Tax year end – don’t forget about your pension

March 2022

As we move towards the end of the tax year the focus for many people will be on capital gains tax or ensuring their £20,000 ISA allowance is fully utilised. But what about pensions?

As we move towards the end of the tax year the focus for many people will be on capital gains tax or ensuring their £20,000 ISA allowance is fully utilised.

But what about pensions? The potential for an even higher contribution than is available through the ISA regime is surely something worth considering.

With the added benefit of utilising the ‘carry forward’ rule by taking advantage of any unused allowance from the previous three tax years, a pension should take pride of place in any long-term financial planning.

What are the numbers?

For most UK taxpayers, a pension contribution will benefit by way of tax relief from the government – for every £100 paid into a pension, HMRC adds a further £25. Tax relief is based on an individual’s marginal rate of tax and as such higher and additional rate taxpayers may claim further relief through self-assessment.

Tax relief on personal contributions is limited to 100% of relevant UK earnings or £3,600, whichever is higher, subject to a maximum of £40,000 known as the annual allowance.
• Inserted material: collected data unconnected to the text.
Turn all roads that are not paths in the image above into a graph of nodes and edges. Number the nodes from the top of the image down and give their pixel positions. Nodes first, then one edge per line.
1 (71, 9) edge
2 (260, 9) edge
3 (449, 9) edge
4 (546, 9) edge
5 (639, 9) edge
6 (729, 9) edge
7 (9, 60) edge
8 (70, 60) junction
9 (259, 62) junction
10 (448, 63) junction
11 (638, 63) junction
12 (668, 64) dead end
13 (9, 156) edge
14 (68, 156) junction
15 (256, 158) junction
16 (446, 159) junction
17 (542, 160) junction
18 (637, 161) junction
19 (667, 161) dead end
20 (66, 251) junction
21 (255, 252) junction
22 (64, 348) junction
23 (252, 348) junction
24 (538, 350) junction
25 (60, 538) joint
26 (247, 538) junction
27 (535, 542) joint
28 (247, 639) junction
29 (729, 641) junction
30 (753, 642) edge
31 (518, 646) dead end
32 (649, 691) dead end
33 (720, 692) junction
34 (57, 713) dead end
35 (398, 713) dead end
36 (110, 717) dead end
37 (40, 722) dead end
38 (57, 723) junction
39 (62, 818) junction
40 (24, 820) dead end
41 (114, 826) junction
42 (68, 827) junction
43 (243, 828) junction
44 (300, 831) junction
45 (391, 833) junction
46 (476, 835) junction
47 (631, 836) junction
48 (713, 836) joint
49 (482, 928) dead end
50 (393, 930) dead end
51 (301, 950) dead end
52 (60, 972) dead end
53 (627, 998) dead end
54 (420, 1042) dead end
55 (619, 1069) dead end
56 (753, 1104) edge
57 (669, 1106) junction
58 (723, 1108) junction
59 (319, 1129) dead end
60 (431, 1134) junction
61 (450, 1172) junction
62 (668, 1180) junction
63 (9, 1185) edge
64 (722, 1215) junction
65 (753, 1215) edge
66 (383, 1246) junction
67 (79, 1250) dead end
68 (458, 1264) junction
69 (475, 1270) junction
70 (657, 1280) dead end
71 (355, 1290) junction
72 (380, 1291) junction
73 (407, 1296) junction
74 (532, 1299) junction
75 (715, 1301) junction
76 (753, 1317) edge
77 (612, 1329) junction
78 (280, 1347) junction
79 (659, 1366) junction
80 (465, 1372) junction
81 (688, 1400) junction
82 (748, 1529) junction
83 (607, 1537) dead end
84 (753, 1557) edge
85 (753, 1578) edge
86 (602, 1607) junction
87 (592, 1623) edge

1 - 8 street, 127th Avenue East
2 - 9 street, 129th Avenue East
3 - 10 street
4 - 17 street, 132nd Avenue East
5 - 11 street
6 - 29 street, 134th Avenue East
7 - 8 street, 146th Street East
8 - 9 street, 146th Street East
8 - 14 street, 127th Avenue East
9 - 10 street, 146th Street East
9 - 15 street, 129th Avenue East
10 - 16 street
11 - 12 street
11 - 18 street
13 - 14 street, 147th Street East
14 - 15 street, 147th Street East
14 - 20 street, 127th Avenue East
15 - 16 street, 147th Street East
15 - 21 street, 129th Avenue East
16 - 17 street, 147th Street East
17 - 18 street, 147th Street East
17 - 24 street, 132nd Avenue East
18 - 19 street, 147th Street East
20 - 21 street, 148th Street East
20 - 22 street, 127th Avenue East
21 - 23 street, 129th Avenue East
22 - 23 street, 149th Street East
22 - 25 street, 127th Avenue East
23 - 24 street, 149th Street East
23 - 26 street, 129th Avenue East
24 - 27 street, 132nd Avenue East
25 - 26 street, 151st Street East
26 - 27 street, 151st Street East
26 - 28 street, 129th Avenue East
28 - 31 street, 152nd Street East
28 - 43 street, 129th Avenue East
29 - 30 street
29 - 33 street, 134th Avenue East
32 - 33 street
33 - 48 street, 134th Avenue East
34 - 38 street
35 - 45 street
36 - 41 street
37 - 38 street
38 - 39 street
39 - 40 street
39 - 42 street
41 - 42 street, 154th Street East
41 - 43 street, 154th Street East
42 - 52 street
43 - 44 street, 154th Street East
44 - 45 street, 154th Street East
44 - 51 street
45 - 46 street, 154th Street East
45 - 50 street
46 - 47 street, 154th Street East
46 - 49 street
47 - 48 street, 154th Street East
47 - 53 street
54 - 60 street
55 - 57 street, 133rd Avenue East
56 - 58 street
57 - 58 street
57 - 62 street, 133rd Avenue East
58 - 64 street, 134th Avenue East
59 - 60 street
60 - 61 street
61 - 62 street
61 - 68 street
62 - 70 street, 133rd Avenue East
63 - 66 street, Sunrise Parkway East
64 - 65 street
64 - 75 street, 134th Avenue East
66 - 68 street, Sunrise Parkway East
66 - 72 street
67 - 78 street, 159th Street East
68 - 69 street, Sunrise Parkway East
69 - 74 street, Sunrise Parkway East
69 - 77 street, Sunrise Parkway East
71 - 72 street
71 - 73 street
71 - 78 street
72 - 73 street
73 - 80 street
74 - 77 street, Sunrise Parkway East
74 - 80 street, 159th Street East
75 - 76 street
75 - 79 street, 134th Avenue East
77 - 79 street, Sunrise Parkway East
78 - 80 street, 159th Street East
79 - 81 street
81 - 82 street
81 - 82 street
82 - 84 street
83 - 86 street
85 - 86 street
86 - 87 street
It is important to note that ‘relevant UK earnings’ does not include dividends, together with rental, investment or pension income.

Is it possible to contribute more than the £40,000 annual allowance?

The simple answer is yes, depending on an individual’s circumstances, it may be possible to pay more than £40,000 into a pension by utilising unused annual allowance from the previous three tax years. This is known as carry forward relief and is available providing the individual has been a member of any registered pension scheme in the tax years being used for this purpose.

Remember that tax relief on personal contributions is limited to the relevant UK earnings in the tax year the contribution is paid, not the tax year from carrying forward.

What about ‘high income’ individuals?

High income individuals are defined as those with an ‘adjusted income’ of over £240,000 and ‘threshold income’ of over £200,000.

For these higher earners the annual allowance is tapered, reducing the annual allowance by £1 for every £2 of adjusted income above £240,000. The maximum reduction will be £36,000 with an annual allowance of £4,000 for anyone with income of £312,000 or above.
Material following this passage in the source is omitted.